Working with Kirby-Smith Machinery, including Territory Manager Kevin Demel and Amarillo Branch Manager Chuck Thompson, WCS added three HD785-7 haul trucks, two PC450LC-8 excavators, two D51 dozers and support equipment, including an NPK processor for the PC200, generators and pumps.

“As materials come in, we need to move large quantities of cover materials efficiently, and we believe the PC450 and 100-ton HD785 combination is the most effective,” maintained Britten. “We really like the D51 dozers in our compact cell because their size allows us to get between the canisters, which can be tight. They have excellent visibility all around, and our operators really appreciate that. The PC200 works in our federal waste cell, using a shear to cut up bulk materials.”

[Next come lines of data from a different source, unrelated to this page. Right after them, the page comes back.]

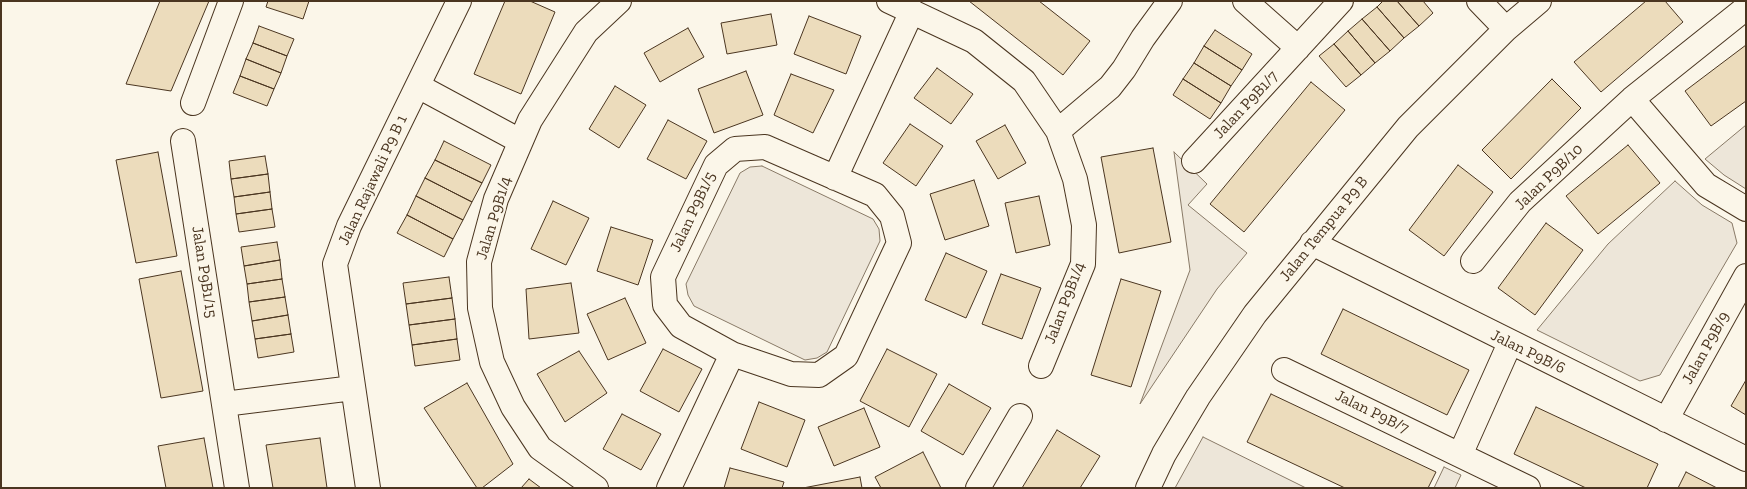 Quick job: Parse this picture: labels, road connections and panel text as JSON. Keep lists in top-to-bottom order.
{
  "streets": {
    "street": [
      "Jalan P9B1/7",
      "Jalan P9B/10",
      "Jalan Rajawali P9 B 1",
      "Jalan P9B1/5",
      "Jalan P9B1/4",
      "Jalan Tempua P9 B",
      "Jalan P9B1/15",
      "Jalan P9B/9",
      "Jalan P9B/6",
      "Jalan P9B/7"
    ]
  },
  "crossings": [
    ["Jalan Tempua P9 B", "Jalan P9B/6"],
    ["Jalan P9B/9", "Jalan P9B/6"]
  ]
} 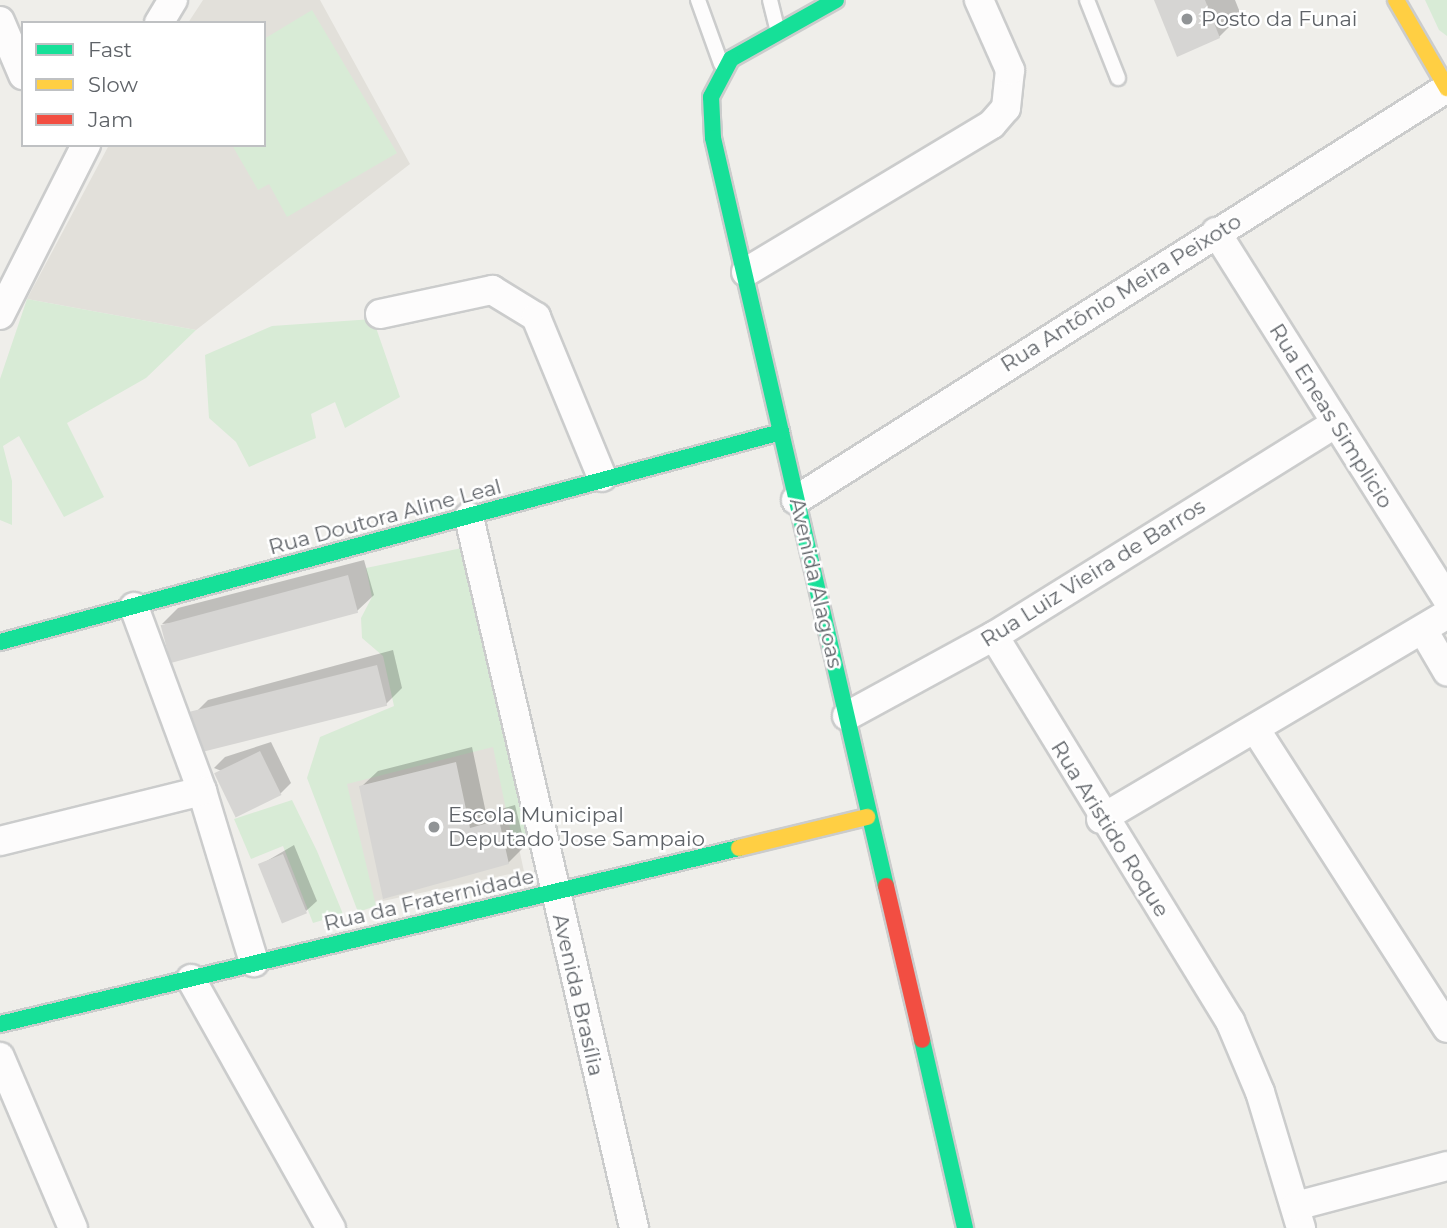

Britten noted that productivity and reliability weren’t the only reasons WCS chose Komatsu equipment. “The price was right, so we believe we’re getting the best bang for the buck. Equally as important to us is peace of mind in having a dealer that supports its equipment. After meeting with Kirby-Smith, we got that. They’ve gone above and beyond for us, including educating their service personnel on how to work on equipment at a radiological waste site. Kirby-Smith has become a very good partner for us.”

An economic leader

When WCS held its ribbon-cutting ceremony, Kirby-Smith staff members were on hand, along with national, state and Andrews County dignitaries. “We’re very proud of what this facility brings to the local economy,” remarked Britten. “The people of Andrews County really educated themselves and realized that the level of safety measures we take makes this a very low-risk venture. They understood the misconceptions and overcame them.”

Frenette noted that the facility already has years in operation without a lost-time accident, and he expects that to remain the case for a long time to come.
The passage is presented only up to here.